Wrong. As sfb suggests, when pushing hard you have far less than your whole bodyweight resting on your saddle.
I'm aware of that, but that's not the situation I used it in, maybe I didn't explain what I meant properly. It is possible to sit on the seat and pedal hard without reducing your force on the saddle, you cause do so by pulling up on the upstroke to match your downstroke. The point was to remove gravity effects from the build-up so it was a little more clear, unfortunately it made it a little less clear.
Any net force in any direction from the two cranks gives you an increase or decrease in apparent saddle reaction force. As long as you can match the downstroke force with your upstroke force you can hold your body still wrt the cranks. If your net force goes positive (pushing harder than pulling) you'll start to unweight your body off the saddle, therefore the maximum net force you can apply is whatever your upstroke can apply+force from your body weight. After that you have nothing holding you down anymore, unless you're also able to stop your rotation about the handlebars, but I'd expect that your grip isnt that strong.

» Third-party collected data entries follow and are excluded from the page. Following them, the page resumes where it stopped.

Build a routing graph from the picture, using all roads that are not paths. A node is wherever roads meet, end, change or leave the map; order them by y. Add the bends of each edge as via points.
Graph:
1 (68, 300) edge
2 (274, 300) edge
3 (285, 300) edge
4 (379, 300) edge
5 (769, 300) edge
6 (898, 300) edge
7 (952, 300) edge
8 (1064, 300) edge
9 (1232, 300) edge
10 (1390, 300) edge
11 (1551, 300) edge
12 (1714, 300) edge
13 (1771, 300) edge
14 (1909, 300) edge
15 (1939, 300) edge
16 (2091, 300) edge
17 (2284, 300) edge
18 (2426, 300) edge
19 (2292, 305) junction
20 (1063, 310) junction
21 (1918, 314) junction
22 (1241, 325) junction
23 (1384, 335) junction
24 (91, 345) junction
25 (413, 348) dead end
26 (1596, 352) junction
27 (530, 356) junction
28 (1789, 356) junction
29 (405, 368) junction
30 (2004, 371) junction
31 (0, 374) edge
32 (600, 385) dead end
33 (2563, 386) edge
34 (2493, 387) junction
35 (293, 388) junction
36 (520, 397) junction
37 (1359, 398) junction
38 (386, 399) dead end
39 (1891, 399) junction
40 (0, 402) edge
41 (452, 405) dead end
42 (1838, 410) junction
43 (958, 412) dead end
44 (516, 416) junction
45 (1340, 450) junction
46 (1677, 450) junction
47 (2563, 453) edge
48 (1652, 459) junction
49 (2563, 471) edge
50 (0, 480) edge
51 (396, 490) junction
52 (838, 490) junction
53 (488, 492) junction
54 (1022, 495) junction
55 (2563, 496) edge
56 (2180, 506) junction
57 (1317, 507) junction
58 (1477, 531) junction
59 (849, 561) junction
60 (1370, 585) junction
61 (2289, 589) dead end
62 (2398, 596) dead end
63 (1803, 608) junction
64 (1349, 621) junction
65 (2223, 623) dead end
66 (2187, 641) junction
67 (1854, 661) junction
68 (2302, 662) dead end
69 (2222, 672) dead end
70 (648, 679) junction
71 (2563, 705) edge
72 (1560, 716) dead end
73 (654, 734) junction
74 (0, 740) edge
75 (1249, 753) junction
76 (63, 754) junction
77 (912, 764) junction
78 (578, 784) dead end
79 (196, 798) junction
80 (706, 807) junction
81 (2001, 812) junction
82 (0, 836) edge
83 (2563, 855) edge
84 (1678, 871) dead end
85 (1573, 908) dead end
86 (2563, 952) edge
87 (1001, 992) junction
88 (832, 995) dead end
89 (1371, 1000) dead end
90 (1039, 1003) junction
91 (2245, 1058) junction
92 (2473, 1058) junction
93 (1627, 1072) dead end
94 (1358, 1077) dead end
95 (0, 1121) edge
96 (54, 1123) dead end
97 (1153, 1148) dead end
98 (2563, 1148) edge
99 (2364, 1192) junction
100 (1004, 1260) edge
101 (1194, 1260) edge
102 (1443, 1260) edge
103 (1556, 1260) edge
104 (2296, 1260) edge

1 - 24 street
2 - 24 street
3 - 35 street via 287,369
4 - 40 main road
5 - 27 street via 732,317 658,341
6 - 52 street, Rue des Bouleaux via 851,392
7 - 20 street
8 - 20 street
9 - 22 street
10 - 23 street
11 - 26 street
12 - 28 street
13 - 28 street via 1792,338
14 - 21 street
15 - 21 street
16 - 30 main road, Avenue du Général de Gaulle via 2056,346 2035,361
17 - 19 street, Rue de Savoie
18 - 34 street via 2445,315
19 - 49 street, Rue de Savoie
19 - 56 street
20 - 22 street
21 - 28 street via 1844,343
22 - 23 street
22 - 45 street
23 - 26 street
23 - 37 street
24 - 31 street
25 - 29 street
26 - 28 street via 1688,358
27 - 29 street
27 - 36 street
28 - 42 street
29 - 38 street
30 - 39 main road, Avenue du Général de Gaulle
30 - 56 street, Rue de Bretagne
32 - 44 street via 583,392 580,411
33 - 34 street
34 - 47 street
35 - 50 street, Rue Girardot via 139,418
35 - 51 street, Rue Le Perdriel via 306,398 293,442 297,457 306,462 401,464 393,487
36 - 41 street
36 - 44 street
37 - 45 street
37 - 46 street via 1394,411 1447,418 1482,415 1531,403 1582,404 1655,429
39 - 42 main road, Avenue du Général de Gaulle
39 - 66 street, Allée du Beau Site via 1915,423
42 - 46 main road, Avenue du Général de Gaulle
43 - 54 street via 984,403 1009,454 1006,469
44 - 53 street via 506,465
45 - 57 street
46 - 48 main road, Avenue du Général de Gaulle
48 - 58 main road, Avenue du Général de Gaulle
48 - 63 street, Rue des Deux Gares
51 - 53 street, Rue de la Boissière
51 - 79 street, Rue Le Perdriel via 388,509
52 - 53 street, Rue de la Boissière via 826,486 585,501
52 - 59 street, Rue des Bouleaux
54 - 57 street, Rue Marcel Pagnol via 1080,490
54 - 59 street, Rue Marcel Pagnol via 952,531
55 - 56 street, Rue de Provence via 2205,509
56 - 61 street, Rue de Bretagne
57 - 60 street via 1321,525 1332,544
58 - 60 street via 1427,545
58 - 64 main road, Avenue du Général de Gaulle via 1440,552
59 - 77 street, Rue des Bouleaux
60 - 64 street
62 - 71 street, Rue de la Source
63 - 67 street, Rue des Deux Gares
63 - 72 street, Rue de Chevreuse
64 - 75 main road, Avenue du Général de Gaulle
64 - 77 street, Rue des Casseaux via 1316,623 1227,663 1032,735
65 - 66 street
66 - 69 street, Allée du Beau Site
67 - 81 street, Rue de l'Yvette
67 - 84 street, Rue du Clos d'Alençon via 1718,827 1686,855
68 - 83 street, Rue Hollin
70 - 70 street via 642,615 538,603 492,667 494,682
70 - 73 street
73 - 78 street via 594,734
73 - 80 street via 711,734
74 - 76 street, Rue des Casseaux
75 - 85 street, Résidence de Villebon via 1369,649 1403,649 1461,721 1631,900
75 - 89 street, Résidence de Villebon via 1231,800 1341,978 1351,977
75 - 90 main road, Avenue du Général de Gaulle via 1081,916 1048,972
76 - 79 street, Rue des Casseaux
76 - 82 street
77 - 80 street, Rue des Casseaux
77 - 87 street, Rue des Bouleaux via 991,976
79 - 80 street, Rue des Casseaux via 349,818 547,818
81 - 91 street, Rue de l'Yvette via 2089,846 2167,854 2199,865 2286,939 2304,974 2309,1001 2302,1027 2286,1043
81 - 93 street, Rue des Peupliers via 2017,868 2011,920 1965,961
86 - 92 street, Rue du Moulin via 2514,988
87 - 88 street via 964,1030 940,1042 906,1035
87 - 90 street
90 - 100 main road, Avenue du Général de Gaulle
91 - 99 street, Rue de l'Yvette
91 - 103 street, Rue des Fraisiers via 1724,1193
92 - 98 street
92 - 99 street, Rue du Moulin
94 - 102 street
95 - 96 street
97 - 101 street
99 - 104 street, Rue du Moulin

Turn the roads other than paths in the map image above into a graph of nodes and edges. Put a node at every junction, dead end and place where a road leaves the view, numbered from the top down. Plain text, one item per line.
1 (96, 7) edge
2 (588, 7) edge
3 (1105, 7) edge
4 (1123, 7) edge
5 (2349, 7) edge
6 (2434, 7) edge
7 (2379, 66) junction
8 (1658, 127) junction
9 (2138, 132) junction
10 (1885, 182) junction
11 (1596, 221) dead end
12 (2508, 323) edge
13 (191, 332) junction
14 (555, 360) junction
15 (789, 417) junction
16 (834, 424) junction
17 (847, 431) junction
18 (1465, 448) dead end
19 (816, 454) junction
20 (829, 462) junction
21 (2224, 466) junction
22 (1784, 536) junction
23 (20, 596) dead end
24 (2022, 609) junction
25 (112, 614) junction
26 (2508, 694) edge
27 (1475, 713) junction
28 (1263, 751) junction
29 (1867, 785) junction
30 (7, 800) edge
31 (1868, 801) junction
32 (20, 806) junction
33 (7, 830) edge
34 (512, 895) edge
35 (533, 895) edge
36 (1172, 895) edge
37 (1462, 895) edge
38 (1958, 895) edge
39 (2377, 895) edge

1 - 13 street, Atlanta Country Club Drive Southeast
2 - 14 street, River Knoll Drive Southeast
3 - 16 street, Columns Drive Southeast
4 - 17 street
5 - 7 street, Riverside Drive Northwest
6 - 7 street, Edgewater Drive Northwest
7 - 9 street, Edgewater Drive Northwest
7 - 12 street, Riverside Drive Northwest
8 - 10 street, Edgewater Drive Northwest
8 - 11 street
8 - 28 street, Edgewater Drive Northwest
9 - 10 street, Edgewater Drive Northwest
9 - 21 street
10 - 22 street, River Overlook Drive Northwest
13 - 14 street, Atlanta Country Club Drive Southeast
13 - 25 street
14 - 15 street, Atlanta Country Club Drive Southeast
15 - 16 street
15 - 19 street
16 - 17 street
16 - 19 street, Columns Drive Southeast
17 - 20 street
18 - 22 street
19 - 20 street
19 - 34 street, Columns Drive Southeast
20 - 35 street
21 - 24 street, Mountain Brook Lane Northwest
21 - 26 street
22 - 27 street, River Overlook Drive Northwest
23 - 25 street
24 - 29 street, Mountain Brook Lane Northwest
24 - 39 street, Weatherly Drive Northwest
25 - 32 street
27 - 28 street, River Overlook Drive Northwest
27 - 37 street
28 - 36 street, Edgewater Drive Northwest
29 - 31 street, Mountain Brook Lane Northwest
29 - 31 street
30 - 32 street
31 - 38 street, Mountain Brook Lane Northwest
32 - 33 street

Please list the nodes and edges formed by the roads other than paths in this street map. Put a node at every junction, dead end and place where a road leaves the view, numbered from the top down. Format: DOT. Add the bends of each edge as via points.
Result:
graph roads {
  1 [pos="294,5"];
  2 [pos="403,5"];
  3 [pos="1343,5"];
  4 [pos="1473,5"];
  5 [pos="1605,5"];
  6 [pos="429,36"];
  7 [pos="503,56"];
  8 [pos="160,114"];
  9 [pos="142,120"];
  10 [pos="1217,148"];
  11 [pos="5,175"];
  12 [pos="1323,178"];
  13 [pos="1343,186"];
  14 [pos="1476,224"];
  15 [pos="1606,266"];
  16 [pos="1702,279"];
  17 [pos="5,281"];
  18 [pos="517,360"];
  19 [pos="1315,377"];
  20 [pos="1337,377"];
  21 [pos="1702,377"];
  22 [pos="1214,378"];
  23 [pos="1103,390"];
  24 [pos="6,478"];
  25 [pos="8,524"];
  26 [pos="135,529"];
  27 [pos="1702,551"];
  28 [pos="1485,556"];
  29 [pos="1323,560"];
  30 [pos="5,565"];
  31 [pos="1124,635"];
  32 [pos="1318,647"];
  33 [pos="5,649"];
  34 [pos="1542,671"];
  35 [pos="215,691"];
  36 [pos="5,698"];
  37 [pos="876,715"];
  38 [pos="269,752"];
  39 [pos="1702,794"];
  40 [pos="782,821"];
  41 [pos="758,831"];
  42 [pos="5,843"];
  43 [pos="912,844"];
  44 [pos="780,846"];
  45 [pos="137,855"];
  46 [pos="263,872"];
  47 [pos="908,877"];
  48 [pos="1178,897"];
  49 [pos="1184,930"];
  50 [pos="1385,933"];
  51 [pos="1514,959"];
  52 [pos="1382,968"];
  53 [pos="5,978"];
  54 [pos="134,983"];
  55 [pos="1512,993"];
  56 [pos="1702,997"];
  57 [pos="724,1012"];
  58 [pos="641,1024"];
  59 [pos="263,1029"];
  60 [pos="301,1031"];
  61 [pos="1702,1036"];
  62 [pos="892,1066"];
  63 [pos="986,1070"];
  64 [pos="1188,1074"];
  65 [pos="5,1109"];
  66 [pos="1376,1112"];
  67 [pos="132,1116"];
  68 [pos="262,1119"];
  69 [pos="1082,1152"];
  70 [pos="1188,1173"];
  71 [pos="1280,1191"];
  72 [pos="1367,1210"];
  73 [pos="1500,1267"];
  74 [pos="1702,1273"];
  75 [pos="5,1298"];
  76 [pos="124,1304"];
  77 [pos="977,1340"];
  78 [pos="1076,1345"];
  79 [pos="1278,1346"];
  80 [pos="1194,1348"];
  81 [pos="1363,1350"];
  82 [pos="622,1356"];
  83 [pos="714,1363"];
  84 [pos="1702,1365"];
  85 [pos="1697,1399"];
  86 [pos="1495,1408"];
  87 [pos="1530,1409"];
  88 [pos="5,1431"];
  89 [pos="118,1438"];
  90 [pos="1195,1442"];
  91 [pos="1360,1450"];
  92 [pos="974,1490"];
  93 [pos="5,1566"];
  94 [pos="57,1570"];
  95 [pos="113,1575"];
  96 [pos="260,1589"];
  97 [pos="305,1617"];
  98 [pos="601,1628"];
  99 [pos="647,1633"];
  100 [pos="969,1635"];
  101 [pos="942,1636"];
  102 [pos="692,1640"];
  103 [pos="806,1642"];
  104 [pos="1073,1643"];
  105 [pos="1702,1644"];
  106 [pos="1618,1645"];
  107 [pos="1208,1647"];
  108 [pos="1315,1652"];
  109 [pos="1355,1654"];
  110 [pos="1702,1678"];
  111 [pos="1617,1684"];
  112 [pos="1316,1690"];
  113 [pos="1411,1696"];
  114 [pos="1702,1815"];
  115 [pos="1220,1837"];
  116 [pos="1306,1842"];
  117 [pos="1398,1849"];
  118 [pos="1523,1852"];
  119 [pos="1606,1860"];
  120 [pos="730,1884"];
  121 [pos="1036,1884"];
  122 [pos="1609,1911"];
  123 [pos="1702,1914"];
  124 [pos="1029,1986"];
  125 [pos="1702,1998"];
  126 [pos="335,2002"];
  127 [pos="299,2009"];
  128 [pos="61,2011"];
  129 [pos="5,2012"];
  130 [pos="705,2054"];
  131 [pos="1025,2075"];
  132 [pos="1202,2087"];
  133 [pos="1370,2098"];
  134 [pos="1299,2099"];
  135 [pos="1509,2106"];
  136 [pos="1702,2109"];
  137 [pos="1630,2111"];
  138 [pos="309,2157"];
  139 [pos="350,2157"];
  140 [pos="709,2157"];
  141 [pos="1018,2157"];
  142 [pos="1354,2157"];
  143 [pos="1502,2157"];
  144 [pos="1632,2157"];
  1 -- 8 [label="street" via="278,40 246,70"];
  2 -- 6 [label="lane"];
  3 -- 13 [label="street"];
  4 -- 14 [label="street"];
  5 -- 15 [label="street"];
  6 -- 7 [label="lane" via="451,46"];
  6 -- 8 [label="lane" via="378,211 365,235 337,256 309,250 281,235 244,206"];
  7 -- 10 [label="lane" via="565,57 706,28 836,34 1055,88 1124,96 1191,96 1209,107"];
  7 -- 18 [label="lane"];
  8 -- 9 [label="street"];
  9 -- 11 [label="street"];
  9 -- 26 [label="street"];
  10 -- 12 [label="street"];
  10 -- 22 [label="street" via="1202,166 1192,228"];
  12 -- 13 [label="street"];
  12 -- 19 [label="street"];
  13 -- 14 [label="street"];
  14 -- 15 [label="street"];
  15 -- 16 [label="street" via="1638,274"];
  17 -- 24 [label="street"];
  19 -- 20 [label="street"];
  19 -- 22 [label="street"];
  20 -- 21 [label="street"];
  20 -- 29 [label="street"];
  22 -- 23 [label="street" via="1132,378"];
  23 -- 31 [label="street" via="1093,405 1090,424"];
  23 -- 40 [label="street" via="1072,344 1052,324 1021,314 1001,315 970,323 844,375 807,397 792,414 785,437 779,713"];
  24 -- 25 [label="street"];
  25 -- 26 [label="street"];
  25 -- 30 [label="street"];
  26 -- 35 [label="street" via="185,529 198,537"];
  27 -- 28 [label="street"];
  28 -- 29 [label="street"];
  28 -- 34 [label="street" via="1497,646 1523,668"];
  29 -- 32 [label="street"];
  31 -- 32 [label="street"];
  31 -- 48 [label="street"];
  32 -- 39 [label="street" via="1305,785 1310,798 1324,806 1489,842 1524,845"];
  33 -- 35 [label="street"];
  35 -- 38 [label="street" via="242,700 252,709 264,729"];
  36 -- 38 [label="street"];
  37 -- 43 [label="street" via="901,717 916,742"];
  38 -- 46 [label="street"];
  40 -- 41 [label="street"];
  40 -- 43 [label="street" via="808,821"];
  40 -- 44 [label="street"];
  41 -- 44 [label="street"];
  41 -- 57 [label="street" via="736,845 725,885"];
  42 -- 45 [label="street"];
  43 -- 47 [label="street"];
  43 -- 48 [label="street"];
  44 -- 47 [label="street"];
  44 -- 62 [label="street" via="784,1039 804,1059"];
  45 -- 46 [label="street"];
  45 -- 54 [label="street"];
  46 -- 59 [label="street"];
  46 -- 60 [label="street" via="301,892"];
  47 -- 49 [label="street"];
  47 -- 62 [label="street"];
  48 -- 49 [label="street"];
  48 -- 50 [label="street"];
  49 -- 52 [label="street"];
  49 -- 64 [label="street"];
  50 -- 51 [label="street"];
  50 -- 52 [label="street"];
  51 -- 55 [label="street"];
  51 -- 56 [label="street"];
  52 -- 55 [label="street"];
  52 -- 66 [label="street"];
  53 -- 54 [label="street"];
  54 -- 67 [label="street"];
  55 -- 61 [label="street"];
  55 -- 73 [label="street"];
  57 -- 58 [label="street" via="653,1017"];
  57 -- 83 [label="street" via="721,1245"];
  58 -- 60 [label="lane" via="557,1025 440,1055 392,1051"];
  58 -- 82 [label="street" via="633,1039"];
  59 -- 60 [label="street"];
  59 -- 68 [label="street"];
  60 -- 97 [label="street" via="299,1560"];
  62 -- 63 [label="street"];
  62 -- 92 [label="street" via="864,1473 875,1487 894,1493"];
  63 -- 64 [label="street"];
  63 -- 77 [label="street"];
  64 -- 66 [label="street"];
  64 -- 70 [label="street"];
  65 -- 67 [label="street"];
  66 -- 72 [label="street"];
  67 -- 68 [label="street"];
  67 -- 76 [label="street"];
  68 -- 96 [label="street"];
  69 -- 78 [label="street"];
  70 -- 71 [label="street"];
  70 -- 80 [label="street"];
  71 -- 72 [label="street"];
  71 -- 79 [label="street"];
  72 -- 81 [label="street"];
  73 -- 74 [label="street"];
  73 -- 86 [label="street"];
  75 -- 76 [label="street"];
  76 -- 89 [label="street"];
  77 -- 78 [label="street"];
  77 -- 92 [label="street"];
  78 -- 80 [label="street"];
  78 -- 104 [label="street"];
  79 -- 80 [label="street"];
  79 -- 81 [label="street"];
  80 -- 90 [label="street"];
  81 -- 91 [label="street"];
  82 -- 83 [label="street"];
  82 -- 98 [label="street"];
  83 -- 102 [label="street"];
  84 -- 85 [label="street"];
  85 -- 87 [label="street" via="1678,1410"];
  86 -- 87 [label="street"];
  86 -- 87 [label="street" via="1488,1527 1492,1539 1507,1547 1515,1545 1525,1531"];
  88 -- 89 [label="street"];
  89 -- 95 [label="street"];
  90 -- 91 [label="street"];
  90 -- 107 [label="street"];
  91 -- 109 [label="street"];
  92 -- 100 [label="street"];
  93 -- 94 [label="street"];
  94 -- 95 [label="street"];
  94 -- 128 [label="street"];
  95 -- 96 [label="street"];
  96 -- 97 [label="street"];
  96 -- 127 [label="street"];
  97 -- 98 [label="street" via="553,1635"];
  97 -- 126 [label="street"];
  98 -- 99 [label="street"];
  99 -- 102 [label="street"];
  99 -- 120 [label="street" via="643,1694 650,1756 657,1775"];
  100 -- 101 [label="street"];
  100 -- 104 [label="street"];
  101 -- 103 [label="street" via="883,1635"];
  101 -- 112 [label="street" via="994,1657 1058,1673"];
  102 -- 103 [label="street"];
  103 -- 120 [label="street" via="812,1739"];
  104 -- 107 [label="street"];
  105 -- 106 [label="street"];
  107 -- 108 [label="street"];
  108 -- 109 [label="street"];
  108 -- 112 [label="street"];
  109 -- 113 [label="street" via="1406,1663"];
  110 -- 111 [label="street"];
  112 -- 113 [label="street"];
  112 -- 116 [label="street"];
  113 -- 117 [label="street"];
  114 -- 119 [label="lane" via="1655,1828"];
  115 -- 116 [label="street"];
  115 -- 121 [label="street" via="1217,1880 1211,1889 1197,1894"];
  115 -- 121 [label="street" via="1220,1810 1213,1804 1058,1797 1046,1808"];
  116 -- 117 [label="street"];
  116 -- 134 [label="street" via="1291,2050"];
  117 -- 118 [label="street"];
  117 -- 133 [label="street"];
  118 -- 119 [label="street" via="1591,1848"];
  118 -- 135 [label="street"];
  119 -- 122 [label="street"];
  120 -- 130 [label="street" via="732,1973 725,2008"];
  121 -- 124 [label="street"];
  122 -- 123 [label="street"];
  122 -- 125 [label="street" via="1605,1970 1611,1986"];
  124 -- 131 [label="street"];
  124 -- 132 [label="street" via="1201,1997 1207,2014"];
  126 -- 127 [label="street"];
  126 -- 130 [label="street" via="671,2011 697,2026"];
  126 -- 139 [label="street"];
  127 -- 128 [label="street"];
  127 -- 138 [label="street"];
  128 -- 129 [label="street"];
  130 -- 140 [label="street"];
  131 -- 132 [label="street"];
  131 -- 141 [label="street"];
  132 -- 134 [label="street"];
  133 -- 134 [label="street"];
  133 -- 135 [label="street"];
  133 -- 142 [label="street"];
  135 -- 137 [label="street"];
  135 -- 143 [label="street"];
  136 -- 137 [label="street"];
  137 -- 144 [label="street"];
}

I suspect the reason they say (in that link provided) that net efficiency goes down is that the upstroke is less mechanically efficient (due to the position, size etc of the muscle and limb) and so drags down the overall efficiency even if it shares the loads. But that's in sub-maximal case, in the maximal case where your push muscles are working at full tilt, bringing in a little help from the pull muscles may well extend your range.